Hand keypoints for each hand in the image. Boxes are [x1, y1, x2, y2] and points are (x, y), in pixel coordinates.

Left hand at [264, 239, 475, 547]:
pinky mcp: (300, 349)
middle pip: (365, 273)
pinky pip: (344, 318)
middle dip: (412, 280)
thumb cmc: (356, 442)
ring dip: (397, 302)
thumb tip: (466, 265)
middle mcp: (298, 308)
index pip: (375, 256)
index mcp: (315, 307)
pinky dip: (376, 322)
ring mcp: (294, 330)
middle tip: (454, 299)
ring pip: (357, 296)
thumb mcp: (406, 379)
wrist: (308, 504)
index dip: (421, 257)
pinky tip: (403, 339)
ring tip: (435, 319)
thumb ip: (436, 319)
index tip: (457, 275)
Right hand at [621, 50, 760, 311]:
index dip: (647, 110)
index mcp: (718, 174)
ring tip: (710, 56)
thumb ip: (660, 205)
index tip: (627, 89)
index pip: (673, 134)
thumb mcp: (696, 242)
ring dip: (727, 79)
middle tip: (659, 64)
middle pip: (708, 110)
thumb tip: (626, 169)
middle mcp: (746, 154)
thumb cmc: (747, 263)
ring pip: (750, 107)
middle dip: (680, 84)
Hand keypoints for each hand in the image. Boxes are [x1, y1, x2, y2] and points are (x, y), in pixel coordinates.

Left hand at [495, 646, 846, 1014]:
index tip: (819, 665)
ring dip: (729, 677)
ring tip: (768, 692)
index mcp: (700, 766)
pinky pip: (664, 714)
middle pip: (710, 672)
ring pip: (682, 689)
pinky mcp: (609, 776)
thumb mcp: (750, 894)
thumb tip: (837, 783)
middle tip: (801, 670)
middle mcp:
* * *
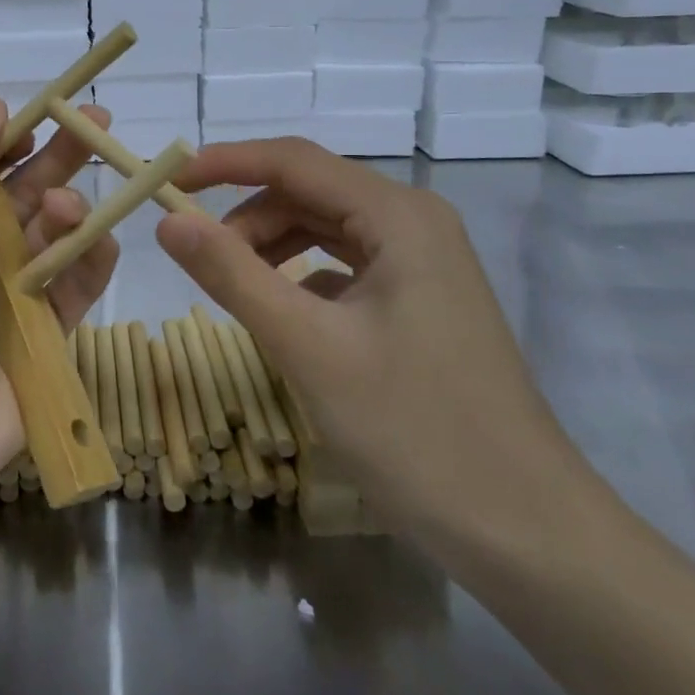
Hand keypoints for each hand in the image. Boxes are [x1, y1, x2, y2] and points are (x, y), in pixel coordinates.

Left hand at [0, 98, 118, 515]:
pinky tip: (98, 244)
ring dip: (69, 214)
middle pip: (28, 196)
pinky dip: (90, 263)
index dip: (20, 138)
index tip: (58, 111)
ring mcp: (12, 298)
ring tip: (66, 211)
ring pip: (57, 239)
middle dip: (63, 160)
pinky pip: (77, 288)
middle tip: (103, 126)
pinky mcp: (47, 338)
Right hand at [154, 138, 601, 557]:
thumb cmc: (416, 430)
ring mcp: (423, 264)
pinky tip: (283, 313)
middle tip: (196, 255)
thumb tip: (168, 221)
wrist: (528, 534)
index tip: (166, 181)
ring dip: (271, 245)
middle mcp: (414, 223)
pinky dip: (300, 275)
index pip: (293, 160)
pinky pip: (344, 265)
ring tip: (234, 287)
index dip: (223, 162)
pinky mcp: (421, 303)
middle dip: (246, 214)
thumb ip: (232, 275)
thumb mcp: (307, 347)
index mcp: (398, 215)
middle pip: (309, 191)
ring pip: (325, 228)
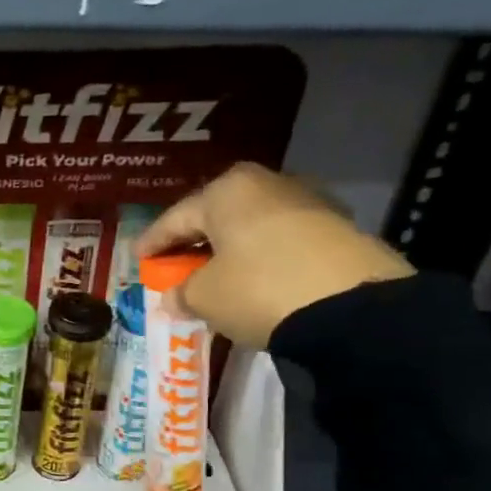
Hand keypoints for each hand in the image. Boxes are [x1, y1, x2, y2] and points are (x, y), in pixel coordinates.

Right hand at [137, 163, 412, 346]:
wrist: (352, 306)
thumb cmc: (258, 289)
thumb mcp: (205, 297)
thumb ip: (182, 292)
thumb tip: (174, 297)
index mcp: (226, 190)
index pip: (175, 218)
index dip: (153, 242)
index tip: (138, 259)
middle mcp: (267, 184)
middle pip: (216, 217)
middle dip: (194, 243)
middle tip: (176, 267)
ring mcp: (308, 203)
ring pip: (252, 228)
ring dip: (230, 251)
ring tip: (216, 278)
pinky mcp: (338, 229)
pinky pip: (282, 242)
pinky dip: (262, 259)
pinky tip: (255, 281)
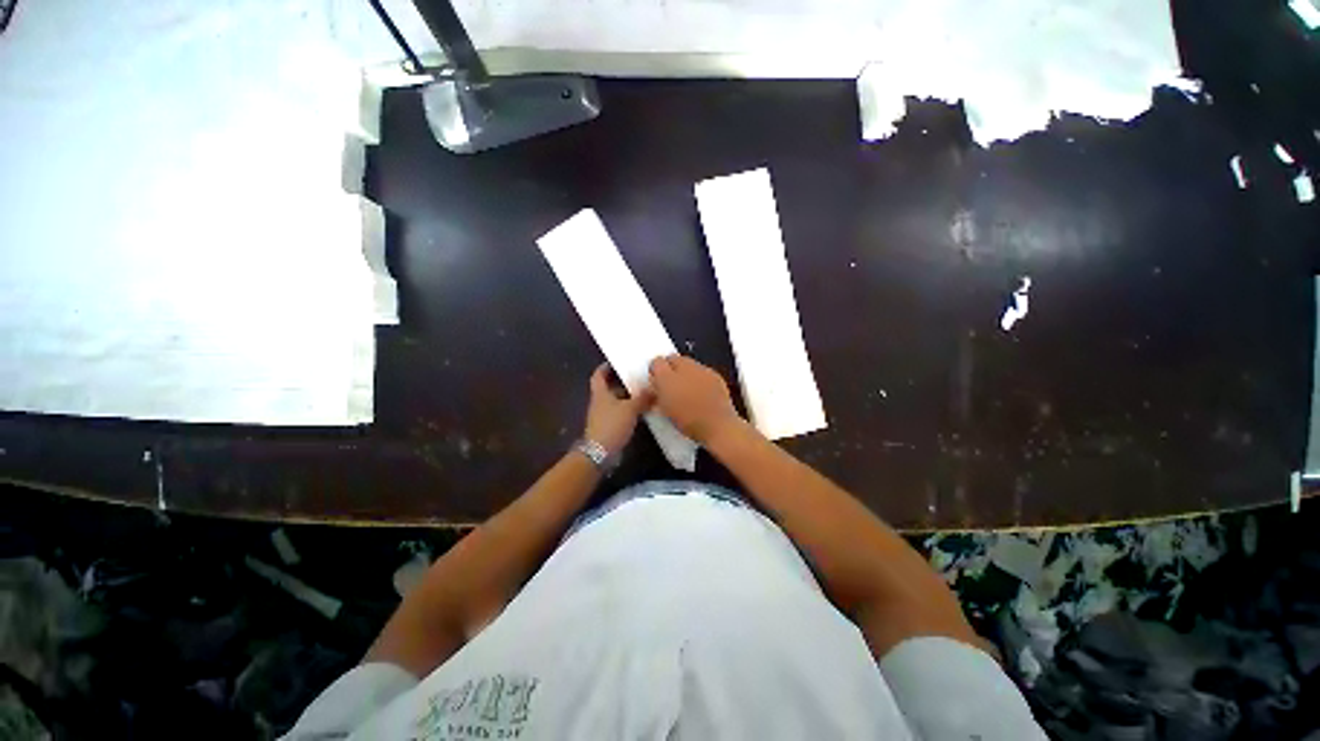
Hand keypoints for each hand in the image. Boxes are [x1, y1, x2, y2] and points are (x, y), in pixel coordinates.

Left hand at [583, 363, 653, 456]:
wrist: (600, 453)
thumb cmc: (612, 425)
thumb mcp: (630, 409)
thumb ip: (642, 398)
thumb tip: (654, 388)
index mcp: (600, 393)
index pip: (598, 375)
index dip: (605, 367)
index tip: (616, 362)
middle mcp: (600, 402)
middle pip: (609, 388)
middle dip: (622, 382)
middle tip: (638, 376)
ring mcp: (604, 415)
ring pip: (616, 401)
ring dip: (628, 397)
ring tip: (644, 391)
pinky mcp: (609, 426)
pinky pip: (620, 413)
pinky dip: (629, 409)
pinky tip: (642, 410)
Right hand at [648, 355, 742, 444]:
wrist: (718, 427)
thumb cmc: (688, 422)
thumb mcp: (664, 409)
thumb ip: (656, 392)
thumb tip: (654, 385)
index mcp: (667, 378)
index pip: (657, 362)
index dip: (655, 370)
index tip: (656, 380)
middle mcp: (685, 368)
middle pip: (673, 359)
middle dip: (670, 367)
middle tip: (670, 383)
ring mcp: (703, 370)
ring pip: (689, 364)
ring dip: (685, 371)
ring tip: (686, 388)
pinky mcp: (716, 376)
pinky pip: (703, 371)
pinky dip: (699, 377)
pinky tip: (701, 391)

- _INSTRUCTIONS TO FOLLOW_:
All that is wanted is an exact copy of the lines above from the one with "index tip: (457, 275)" through the one with "middle dip: (680, 84)", with both ends included.

- _SOLUTION TO THIS TASK_:
index tip: (457, 275)
Right hand at [621, 50, 760, 311]:
index dip: (647, 110)
index mcp: (718, 174)
ring tip: (710, 56)
thumb ip: (660, 205)
index tip: (627, 89)
index pip: (673, 134)
thumb mcp: (696, 242)
ring dip: (727, 79)
middle tip: (659, 64)
middle pip: (708, 110)
thumb tip: (626, 169)
middle mcp: (746, 154)
thumb cmc: (747, 263)
ring pip: (750, 107)
middle dip: (680, 84)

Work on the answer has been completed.